Daphne du Maurier’s first novel, The Loving Spirit, was published in 1931 to critical acclaim. She married Major Frederick Arthur Montague ('Boy') Browning in 1932 and had her first daughter, Tessa, in 1933. Her frank biography of her father, Gerald: A Portrait (1934) shocked some of her father’s admirers but also gained her recognition as a talented writer. In 1936, publication of Jamaica Inn propelled her to the top of the best-seller lists.
An unhappy period in Egypt as an army wife gave rise to Daphne du Maurier’s best-known novel, Rebecca (1938). An intense study of female jealousy, Rebecca was made into a successful film in 1940, directed by Alfred Hitchcock. Frenchman’s Creek (1941) and Hungry Hill (1943) followed, both of which were also made into successful films. She had another daughter, Flavia, in 1937, and a son, Christian, in 1940, and while her husband was away at war, she moved back to Cornwall with the children to live in 'Menabilly', a house which she had loved since her early 20s.
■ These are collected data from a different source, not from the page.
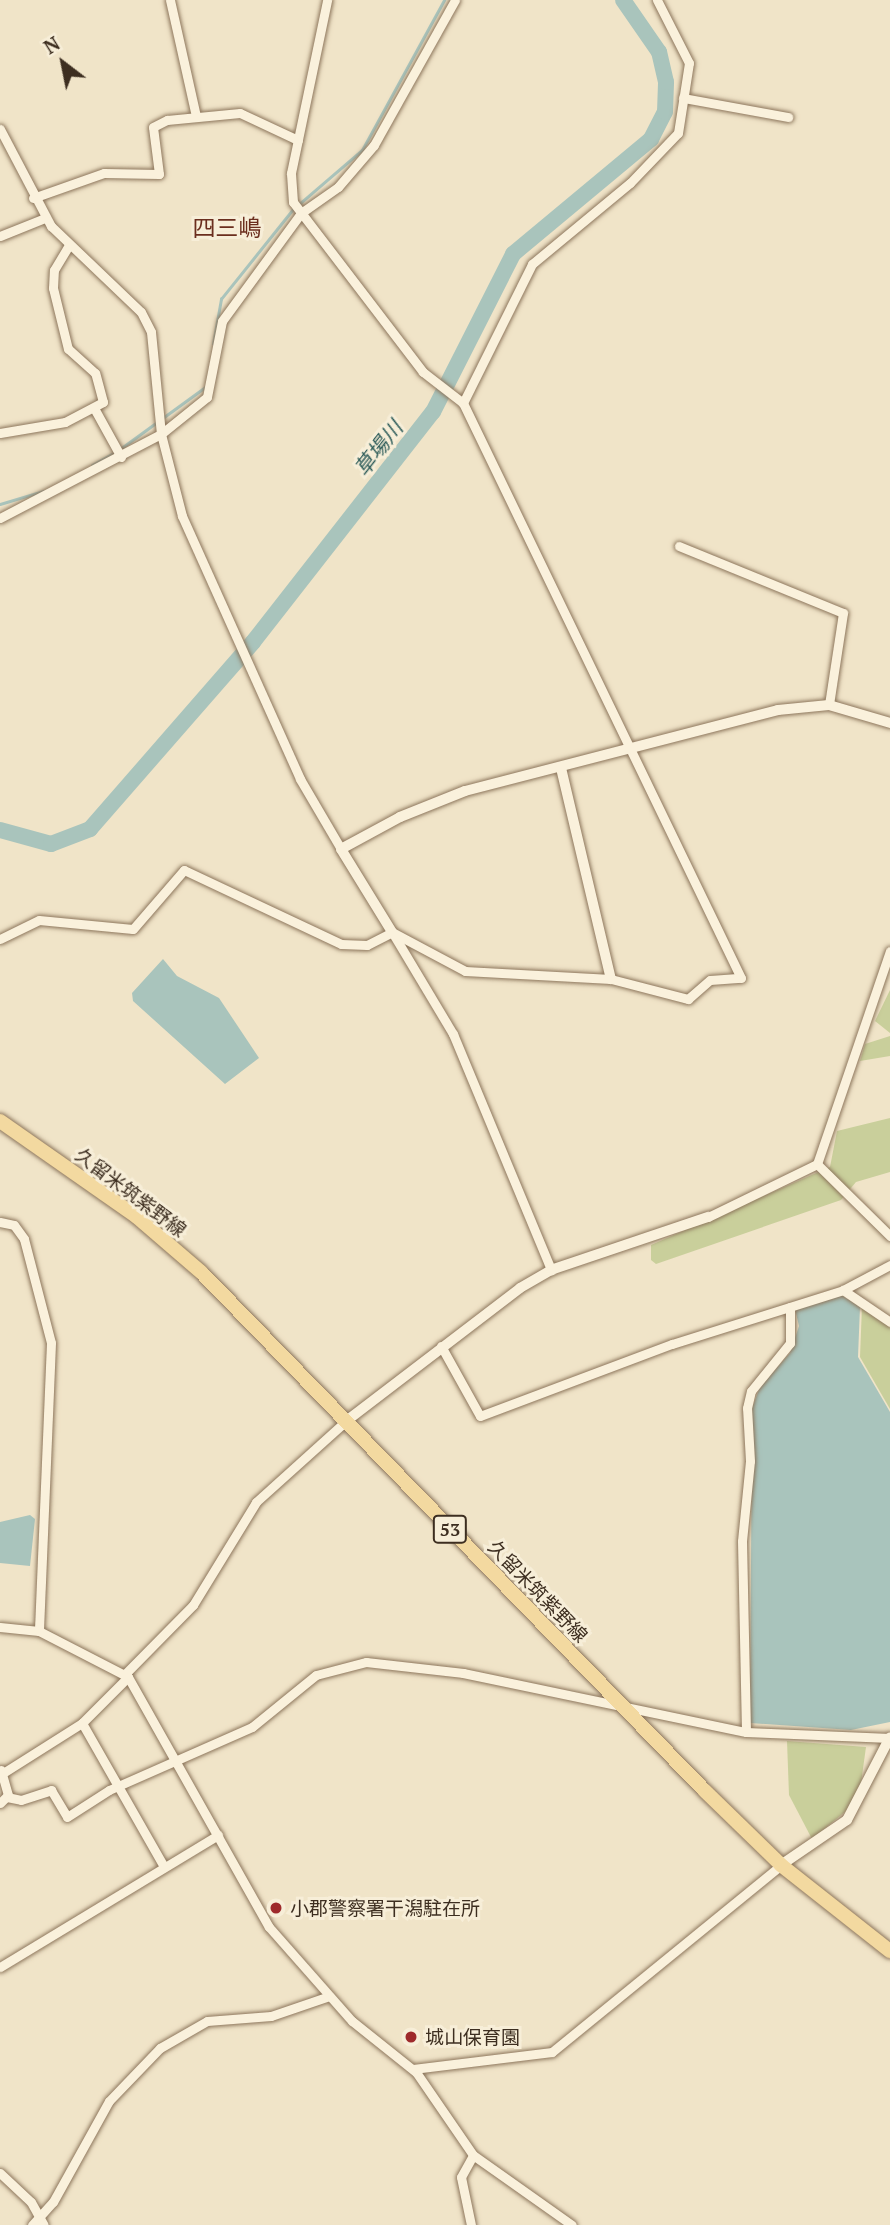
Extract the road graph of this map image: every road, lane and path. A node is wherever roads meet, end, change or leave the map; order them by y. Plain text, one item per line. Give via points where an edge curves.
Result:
1 (170, 0) edge
2 (327, 0) edge
3 (455, 0) edge
4 (657, 0) edge
5 (683, 99) junction
6 (196, 116) junction
7 (789, 117) dead end
8 (0, 129) edge
9 (298, 141) junction
10 (33, 198) junction
11 (301, 212) junction
12 (45, 218) junction
13 (0, 236) edge
14 (69, 245) junction
15 (463, 403) junction
16 (94, 408) junction
17 (0, 433) edge
18 (161, 434) junction
19 (121, 457) junction
20 (0, 519) edge
21 (679, 546) dead end
22 (829, 705) junction
23 (890, 723) edge
24 (631, 752) junction
25 (561, 768) junction
26 (341, 849) junction
27 (392, 932) junction
28 (0, 939) edge
29 (890, 951) edge
30 (611, 979) junction
31 (0, 1121) edge
32 (817, 1164) junction
33 (708, 1217) joint
34 (0, 1222) edge
35 (890, 1236) edge
36 (890, 1265) edge
37 (551, 1270) junction
38 (843, 1290) junction
39 (790, 1307) junction
40 (890, 1322) edge
41 (441, 1346) junction
42 (345, 1422) junction
43 (0, 1627) edge
44 (39, 1631) junction
45 (126, 1676) junction
46 (623, 1706) junction
47 (82, 1723) junction
48 (746, 1732) junction
49 (890, 1737) edge
50 (181, 1761) junction
51 (1, 1771) edge
52 (120, 1789) junction
53 (4, 1800) edge
54 (218, 1835) junction
55 (781, 1865) junction
56 (163, 1866) junction
57 (890, 1951) edge
58 (0, 1967) edge
59 (329, 1996) junction
60 (413, 2069) junction
61 (473, 2155) junction
62 (0, 2173) edge
63 (41, 2221) edge
64 (32, 2225) edge
65 (471, 2225) edge
66 (572, 2225) edge

1 - 6 street
2 - 9 street
3 - 11 street via 374,145 338,187
4 - 5 street via 689,63
5 - 7 street
5 - 15 street via 678,133 665,150 532,264
6 - 9 street via 240,113
6 - 10 street via 153,127 159,174 104,173
8 - 10 street
9 - 11 street via 291,181
10 - 12 street
11 - 15 street via 423,372
11 - 18 street via 222,321 208,397
12 - 13 street
12 - 14 street
14 - 16 street via 54,270 53,288 65,316 68,349 101,383 103,402
14 - 18 street via 141,312 150,332
15 - 24 street
16 - 17 street via 65,422
16 - 19 street
18 - 19 street
18 - 26 street via 181,516 300,779
19 - 20 street
21 - 22 street via 843,613
22 - 23 street
22 - 24 street via 778,710
24 - 25 street
24 - 30 street via 742,975 736,981 710,979 688,999
25 - 26 street via 465,791
25 - 30 street
26 - 27 street
27 - 28 street via 367,945 341,944 184,870 133,929 39,920
27 - 30 street via 464,971
27 - 37 street via 453,1034
29 - 32 street
31 - 42 main road, 久留米筑紫野線 / 53 via 174,1247
32 - 33 street
32 - 35 street
33 - 37 street
34 - 44 street via 24,1239 51,1343
36 - 38 street
37 - 41 street
38 - 39 street
38 - 40 street
39 - 41 street via 480,1416
39 - 48 street via 790,1343 751,1391 747,1408 750,1461 741,1541
41 - 42 street
42 - 45 street via 256,1502 193,1605
42 - 46 main road, 久留米筑紫野線 / 53
43 - 44 street
44 - 45 street
45 - 47 street
45 - 50 street
46 - 48 street
46 - 50 street via 463,1673 349,1663 301,1685 252,1727
46 - 55 main road, 久留米筑紫野線 / 53
47 - 51 street
47 - 52 street
48 - 49 street
49 - 55 street via 847,1820
50 - 52 street
50 - 54 street
51 - 53 street
52 - 53 street via 67,1817 51,1790 21,1800
52 - 56 street
54 - 56 street
54 - 59 street via 258,1911
55 - 57 main road, 久留米筑紫野線 / 53
55 - 60 street via 552,2052
56 - 58 street
59 - 60 street
59 - 63 street via 271,2016 207,2021 160,2048 109,2101
60 - 61 street
61 - 65 street via 461,2177
61 - 66 street
62 - 63 street
63 - 64 street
During and after the war, the du Mauriers’ marriage became strained. This prompted her to write a play, The Years Between (performed in 1944), which explored the effects of war on marriage. My Cousin Rachel (1951) was followed by two collections of short stories, The Apple Tree (1952) and The Breaking Point(1959); the latter was also influenced by her psychological stress. The Scapegoat (1957), a novel exploring themes of stolen identity and the self, is appreciated by critics as a more serious work, though at the time it was pigeonholed as another of her romantic thrillers. In 1963, Alfred Hitchcock’s film version of her short story The Birds, was released and became a cult classic. The death of her husband, in 1965, affected Daphne du Maurier profoundly and her unease was compounded by a growing sense that her imaginative talent was waning. Unable to renew the lease on her treasured home, Menabilly, she moved to Kilmarth, in Par, where she wrote the well-received The House on the Strand in 1969, the same year that she was made a DBE. She subsequently entered into a period of creative and personal decline, culminating with a nervous breakdown in 1981. She died at home in Cornwall in 1989 at the age of 81.